Actions speak louder than words, and in the case of the BSA, it is the inactions that fairly yell. As to lifting the ban, its leaders are thinking it over. The shorthand is obvious. They want to keep their coffers full but not have to deal with those they see as less than scoutlike. How do they protect all those young boys from … all those young boys? I have an idea: How about teaching them responsibility and honesty? You know, all that stuff you hold at such a premium. It's probably too much heavy lifting for the BSA.

That the BSA had the ban in the first place, you could chalk up to the of-his-time values of the BSA's founder, William Dickson Boyce, who died in 1929. That it still has the ban, that could just be a lack of urgency to get up and do something.

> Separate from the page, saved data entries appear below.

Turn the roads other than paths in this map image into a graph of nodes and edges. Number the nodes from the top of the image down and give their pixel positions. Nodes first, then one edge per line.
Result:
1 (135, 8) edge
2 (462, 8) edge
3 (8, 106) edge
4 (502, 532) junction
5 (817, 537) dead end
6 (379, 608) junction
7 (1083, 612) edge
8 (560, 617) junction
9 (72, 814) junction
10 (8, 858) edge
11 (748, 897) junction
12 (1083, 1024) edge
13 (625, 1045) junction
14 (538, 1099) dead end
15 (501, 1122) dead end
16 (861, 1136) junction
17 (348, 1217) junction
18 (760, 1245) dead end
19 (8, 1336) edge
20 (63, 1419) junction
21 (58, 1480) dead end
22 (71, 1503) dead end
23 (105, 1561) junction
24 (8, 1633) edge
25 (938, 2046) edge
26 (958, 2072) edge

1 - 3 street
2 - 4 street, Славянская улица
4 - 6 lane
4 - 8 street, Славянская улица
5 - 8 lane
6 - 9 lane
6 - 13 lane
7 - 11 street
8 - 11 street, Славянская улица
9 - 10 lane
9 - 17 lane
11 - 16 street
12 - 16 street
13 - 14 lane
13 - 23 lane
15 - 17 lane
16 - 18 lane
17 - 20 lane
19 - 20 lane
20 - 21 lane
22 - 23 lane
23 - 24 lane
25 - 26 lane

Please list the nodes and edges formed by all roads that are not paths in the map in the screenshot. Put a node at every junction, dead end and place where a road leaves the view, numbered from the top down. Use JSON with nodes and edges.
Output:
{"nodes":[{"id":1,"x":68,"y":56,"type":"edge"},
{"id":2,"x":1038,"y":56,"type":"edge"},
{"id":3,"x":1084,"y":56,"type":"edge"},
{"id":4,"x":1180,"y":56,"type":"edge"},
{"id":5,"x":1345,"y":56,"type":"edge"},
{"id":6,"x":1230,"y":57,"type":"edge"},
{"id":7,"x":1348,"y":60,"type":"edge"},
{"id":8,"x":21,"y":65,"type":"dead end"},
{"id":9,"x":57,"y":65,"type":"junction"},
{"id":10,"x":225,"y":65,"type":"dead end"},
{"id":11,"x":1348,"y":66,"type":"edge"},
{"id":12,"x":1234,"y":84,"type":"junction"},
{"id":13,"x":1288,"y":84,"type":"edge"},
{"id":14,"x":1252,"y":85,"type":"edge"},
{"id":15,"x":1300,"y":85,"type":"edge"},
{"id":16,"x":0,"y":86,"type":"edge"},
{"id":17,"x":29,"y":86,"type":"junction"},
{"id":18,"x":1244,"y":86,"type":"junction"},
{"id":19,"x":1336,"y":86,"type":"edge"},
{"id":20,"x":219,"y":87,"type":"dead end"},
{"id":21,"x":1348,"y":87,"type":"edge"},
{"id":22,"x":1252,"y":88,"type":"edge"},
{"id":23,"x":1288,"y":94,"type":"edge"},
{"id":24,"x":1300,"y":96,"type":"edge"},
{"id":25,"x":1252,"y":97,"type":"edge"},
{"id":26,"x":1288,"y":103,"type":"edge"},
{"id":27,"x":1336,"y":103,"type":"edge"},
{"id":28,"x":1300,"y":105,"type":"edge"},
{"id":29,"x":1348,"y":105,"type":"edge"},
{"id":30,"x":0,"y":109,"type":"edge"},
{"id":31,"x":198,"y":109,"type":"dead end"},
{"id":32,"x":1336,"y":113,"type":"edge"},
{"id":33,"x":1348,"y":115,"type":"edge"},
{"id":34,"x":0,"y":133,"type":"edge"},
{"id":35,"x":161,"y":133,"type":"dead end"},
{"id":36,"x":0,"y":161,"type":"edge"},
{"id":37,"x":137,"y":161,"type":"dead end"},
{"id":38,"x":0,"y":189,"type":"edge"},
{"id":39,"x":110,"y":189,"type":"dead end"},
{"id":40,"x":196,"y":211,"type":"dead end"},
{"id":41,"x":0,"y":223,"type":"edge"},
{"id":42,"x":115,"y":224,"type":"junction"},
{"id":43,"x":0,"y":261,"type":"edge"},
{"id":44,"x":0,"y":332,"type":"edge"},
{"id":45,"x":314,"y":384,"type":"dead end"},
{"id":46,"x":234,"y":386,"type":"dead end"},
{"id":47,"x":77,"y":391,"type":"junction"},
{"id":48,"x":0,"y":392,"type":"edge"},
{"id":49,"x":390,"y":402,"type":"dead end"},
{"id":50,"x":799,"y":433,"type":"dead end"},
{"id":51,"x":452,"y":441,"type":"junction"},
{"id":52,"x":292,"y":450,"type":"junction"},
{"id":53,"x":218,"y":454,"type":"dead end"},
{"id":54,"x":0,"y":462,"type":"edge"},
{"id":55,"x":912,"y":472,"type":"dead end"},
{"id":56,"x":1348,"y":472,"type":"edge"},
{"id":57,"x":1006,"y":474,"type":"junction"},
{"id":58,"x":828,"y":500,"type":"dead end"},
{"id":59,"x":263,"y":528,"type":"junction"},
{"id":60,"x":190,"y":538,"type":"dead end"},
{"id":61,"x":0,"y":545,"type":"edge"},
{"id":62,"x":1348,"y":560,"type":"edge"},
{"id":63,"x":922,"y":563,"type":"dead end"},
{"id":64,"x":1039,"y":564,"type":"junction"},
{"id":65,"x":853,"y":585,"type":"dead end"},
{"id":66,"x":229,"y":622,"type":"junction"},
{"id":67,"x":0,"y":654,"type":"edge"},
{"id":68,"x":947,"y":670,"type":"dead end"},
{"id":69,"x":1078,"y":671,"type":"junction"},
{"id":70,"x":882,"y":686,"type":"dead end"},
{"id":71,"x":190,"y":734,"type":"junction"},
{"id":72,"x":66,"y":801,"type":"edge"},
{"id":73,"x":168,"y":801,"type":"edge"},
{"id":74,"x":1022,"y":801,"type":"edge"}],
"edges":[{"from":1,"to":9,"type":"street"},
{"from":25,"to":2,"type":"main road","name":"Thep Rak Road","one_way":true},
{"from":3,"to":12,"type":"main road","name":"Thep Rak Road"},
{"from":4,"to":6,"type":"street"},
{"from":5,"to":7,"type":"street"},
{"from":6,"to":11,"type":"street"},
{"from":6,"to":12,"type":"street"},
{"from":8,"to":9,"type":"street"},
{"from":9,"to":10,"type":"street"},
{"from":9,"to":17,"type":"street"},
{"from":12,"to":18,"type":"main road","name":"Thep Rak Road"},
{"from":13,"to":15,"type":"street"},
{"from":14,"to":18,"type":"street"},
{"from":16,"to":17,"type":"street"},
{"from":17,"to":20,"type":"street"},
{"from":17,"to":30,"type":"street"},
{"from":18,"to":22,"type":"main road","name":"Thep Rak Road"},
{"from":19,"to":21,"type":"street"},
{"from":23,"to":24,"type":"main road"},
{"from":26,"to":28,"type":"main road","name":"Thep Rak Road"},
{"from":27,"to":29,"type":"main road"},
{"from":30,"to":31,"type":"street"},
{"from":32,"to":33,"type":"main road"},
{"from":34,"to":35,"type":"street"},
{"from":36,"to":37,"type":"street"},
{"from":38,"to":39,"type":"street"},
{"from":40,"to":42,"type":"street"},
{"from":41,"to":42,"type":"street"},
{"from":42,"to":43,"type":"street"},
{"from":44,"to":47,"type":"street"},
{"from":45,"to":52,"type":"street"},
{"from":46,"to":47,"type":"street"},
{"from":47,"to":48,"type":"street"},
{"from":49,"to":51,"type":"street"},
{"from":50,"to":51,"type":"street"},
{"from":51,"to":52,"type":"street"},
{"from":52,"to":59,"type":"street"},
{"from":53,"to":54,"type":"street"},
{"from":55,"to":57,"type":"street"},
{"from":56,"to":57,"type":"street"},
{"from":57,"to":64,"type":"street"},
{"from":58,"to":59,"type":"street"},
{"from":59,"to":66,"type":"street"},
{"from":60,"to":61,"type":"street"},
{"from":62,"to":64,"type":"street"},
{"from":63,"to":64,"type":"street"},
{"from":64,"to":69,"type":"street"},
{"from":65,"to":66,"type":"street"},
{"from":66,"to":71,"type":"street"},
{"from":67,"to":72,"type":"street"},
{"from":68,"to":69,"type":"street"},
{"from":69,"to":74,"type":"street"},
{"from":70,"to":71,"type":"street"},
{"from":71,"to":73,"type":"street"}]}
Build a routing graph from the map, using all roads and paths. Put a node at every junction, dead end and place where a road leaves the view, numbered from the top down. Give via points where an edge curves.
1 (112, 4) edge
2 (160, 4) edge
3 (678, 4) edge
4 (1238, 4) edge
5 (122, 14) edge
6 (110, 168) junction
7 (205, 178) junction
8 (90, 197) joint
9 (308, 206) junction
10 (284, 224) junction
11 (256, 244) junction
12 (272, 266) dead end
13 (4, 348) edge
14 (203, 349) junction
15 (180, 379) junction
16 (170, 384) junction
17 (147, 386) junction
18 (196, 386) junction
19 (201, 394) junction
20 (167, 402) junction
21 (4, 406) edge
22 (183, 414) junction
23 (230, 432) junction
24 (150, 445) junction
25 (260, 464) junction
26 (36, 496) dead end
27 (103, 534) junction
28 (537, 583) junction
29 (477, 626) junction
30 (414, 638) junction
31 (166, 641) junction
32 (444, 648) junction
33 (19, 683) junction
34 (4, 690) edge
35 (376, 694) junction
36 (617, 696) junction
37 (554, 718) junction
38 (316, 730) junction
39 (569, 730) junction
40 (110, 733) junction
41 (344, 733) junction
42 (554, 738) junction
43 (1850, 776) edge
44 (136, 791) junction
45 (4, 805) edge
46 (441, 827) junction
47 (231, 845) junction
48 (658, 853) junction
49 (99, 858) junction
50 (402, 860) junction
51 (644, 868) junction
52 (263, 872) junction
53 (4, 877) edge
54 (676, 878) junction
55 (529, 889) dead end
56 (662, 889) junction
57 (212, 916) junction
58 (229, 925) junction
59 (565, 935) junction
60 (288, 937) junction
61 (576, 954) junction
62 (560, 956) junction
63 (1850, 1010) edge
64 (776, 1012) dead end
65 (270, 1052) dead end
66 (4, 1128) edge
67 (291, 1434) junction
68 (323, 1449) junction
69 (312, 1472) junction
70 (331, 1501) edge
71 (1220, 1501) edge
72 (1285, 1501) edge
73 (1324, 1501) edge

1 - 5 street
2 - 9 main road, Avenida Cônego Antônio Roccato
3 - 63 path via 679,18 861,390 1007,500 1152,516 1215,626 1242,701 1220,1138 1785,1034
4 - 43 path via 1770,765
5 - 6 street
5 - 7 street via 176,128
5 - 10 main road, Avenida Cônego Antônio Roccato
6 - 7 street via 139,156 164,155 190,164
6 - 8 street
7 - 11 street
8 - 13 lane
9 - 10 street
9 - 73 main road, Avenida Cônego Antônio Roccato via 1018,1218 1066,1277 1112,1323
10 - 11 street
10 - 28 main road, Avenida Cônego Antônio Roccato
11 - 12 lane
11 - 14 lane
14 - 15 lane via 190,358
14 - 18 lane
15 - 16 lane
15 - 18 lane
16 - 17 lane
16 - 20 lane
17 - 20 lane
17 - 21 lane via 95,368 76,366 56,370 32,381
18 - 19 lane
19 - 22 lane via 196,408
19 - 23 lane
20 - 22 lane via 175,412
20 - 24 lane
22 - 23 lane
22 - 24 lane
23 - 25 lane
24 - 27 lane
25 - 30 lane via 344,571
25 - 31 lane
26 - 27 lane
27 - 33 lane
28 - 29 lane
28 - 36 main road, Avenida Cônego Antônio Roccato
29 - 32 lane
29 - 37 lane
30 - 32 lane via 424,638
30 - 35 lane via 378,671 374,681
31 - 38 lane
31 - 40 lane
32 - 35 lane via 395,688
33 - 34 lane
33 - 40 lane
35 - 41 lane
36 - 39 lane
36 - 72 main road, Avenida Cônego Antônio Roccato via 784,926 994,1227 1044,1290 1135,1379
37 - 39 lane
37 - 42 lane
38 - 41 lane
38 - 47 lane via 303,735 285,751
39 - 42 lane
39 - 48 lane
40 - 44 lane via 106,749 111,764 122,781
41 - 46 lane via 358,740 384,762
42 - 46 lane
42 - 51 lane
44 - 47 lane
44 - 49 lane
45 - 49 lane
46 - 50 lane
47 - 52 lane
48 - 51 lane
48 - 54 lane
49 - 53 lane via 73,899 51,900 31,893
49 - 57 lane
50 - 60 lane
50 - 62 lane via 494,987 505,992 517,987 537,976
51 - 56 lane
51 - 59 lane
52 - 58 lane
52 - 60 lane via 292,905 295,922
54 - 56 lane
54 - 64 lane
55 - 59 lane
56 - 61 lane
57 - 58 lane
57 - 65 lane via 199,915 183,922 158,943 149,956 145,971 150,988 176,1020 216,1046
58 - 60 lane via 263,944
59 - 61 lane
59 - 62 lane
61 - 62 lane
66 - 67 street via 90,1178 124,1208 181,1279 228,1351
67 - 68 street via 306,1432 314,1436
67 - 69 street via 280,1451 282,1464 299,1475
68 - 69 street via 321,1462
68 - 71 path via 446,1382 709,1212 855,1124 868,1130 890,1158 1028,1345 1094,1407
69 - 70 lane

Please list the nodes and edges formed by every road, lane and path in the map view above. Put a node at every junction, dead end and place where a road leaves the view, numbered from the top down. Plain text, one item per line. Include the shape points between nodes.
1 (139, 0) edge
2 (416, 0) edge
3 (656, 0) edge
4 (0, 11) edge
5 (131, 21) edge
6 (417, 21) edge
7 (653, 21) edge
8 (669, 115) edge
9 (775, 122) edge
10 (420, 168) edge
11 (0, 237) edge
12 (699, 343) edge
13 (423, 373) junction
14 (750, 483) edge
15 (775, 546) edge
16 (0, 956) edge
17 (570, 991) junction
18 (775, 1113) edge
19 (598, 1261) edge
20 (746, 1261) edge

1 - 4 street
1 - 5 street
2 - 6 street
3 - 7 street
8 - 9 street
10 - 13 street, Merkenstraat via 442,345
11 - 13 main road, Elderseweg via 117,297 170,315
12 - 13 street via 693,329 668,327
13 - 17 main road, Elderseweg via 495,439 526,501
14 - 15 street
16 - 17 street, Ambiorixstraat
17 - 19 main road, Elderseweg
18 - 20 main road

That it's still mulling this matter tells you how little the BSA is interested in change.

I think the BSA should keep its anti-gay, anti-atheist rules intact. It should post them right on the front of the clubhouse door in big letters. It should use the Westboro Baptist Church's printer. The BSA also should immediately lose all federal funding. Oh yes, the organization gets it. All taxpayers' money coming into the BSA has the Fourth and 14th Amendments all over it.

You want to discriminate? I say knock yourself out but do it on your own dime. Get the Koch brothers to write the checks; I'm sure they have a few million lying around. Come on BSA, stand strong! Stay the course! You all should flaunt your homophobia as proudly as your affinity for responsibility and honesty. Tell the truth and let's see how it plays. Do it and then tell me that you're instilling true American values in these young men and I will tell you that you are a liar. I will be right and you will be wrong.

As far as I'm concerned, the BSA is part of a dark past that should have checked itself decades ago but chose not to. This is America — we're brave around these parts. It's obvious the BSA can't handle it. It either apologizes for the past, for its disgusting hesitation and change, or just does what it was doing but with private funding. I prefer the BSA keep it real and do the latter.

Years ago, I asked Ian about that big Boy Scout guy who didn't like me. He told me that when he got older, he came out of the closet. That wasn't wrestling — that was puppy love!